The effect of immediate and delayed treatment with 2,3-dimercaptopropane-1-sulphonate on the distribution and toxicity of inorganic mercury in mice and in foetal and adult rats.

Abstract

The distribution and excretion of mercury were studied in mice and rats given a single injection of HgCl2 combined with chelation treatment. BAL-sulph (2,3-dimercaptopropane-1-sulphonate) given intravenously (500 mumol SH/kg) to mice 24 hrs after the mercury injection (2.0 mumol Hg/kg) reduced the kidney Hg-level significantly, while NAPA (N-acetyl-DL-penicillamine) and BAL (2,3-dimercaptopropanol) did not. Severe kidney damage with oliguria was observed in pregnant as well as in non-pregnant rats after injection of 5 mumol/kg of HgCl2. The gross pathological changes could be avoided with immediate treatment with BAL-sulph (500 mumol SH/kg), and such treatment protect against the oliguric reaction.

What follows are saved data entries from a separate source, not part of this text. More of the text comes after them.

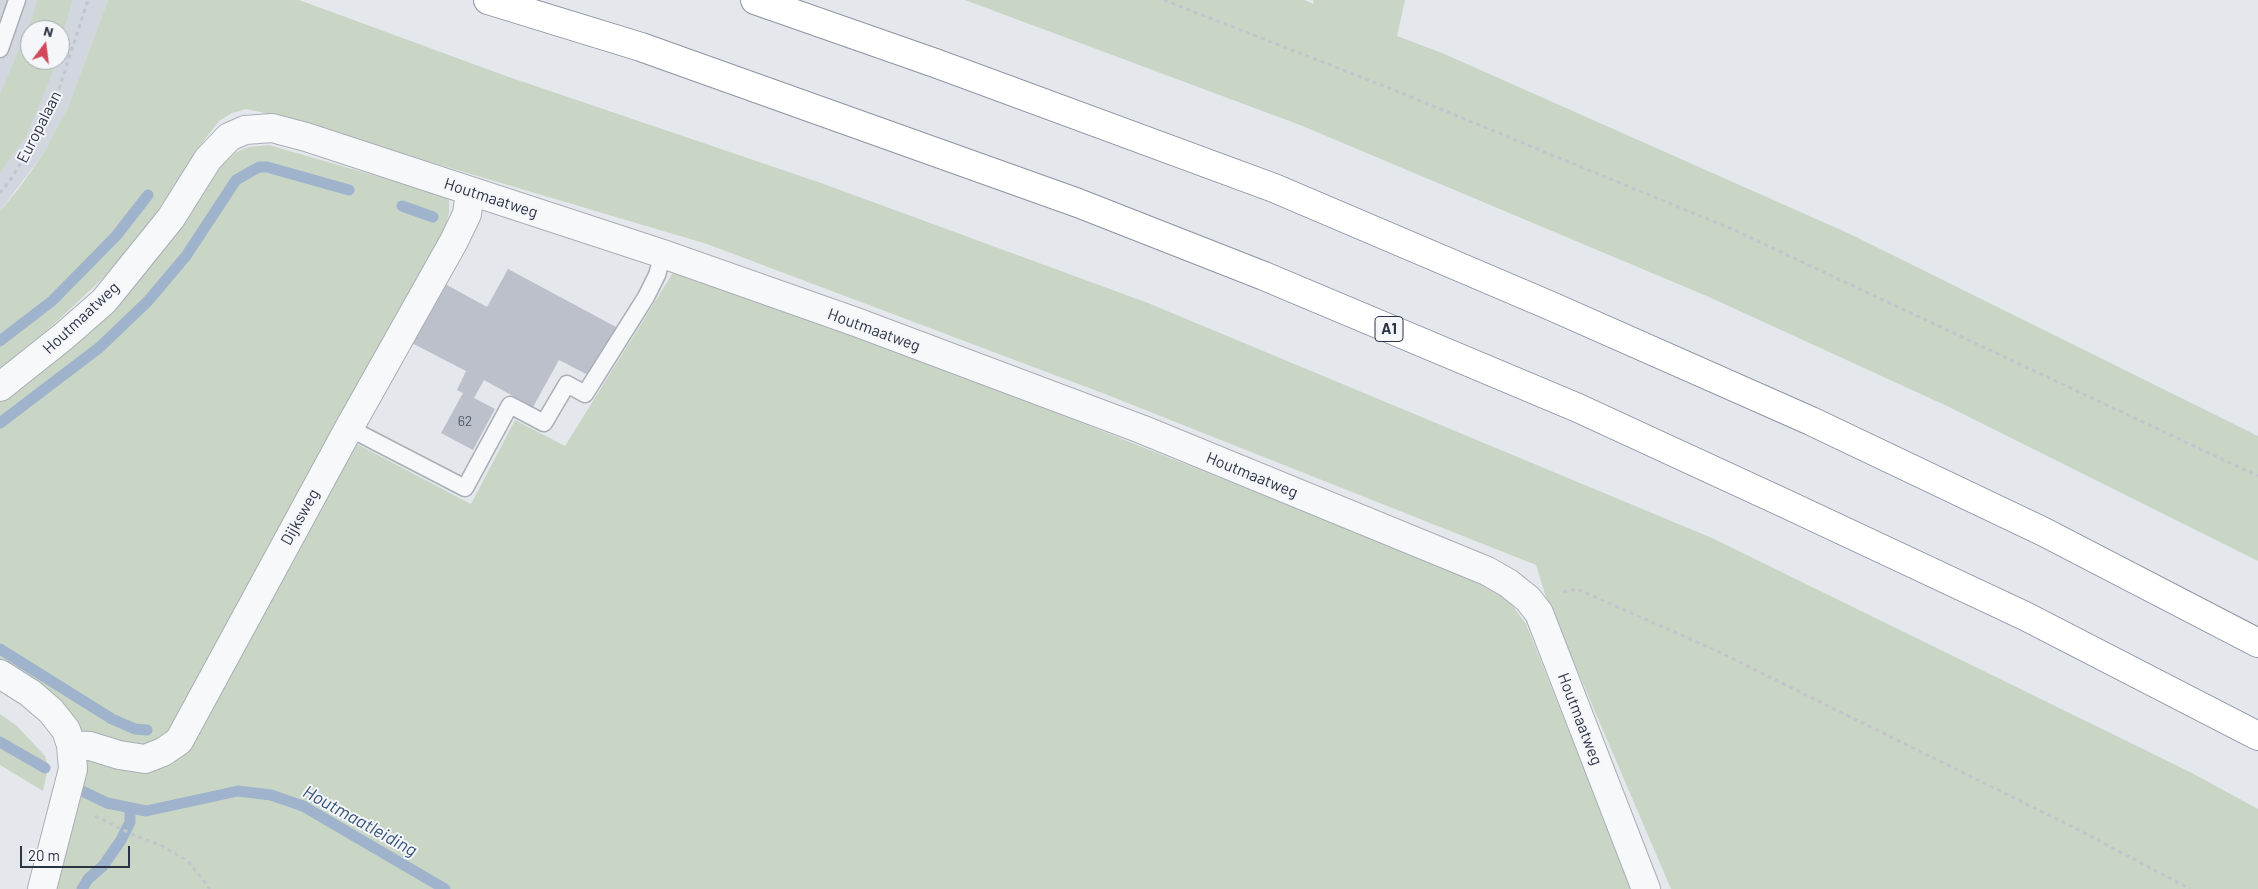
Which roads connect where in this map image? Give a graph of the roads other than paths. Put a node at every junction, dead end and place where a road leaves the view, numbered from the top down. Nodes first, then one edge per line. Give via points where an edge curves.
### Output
1 (17, 0) edge
2 (488, 0) edge
3 (755, 0) edge
4 (0, 48) edge
5 (470, 191) junction
6 (663, 254) junction
7 (0, 387) edge
8 (349, 428) junction
9 (2258, 643) edge
10 (0, 674) edge
11 (2258, 736) edge
12 (71, 744) junction
13 (42, 889) edge
14 (1646, 889) edge

1 - 4 lane
2 - 11 highway, A1 via 641,47 1078,203 1264,276 1578,408 1784,503 2025,616
3 - 9 highway via 1274,188 1811,422 2044,532
5 - 6 street, Houtmaatweg
5 - 7 street, Houtmaatweg via 306,137 272,128 245,130 229,137 208,159 171,218 104,301
5 - 8 street, Dijksweg via 467,214 454,241
6 - 8 lane via 646,297 585,394 567,384 544,423 510,405 465,488
6 - 14 street, Houtmaatweg via 1141,429 1487,571 1508,583 1539,613
8 - 12 street, Dijksweg via 179,741 146,759
10 - 12 street via 51,711 66,730
12 - 13 street via 73,769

Treatment delayed for 24 hrs reduced the renal Hg-levels significantly, but was ineffective in preventing the kidney damage. This indicates that irreversible changes might have occurred in kidneys cells at this time. The Hg-levels in the brain were either unchanged or lowered in animals given BAL-sulph treatment. BAL-sulph is supposed to act by chelation Hg++, particularly in the extracellular space. The complexes formed appears to be rapidly excreted by healthy kidneys. Mercury poisoning with severe renal damage is, however, associated with a block in urinary Hg-excretion. The poisoned animals responded on the BAL-sulph treatment with a substantial raise of faecal mercury excretion.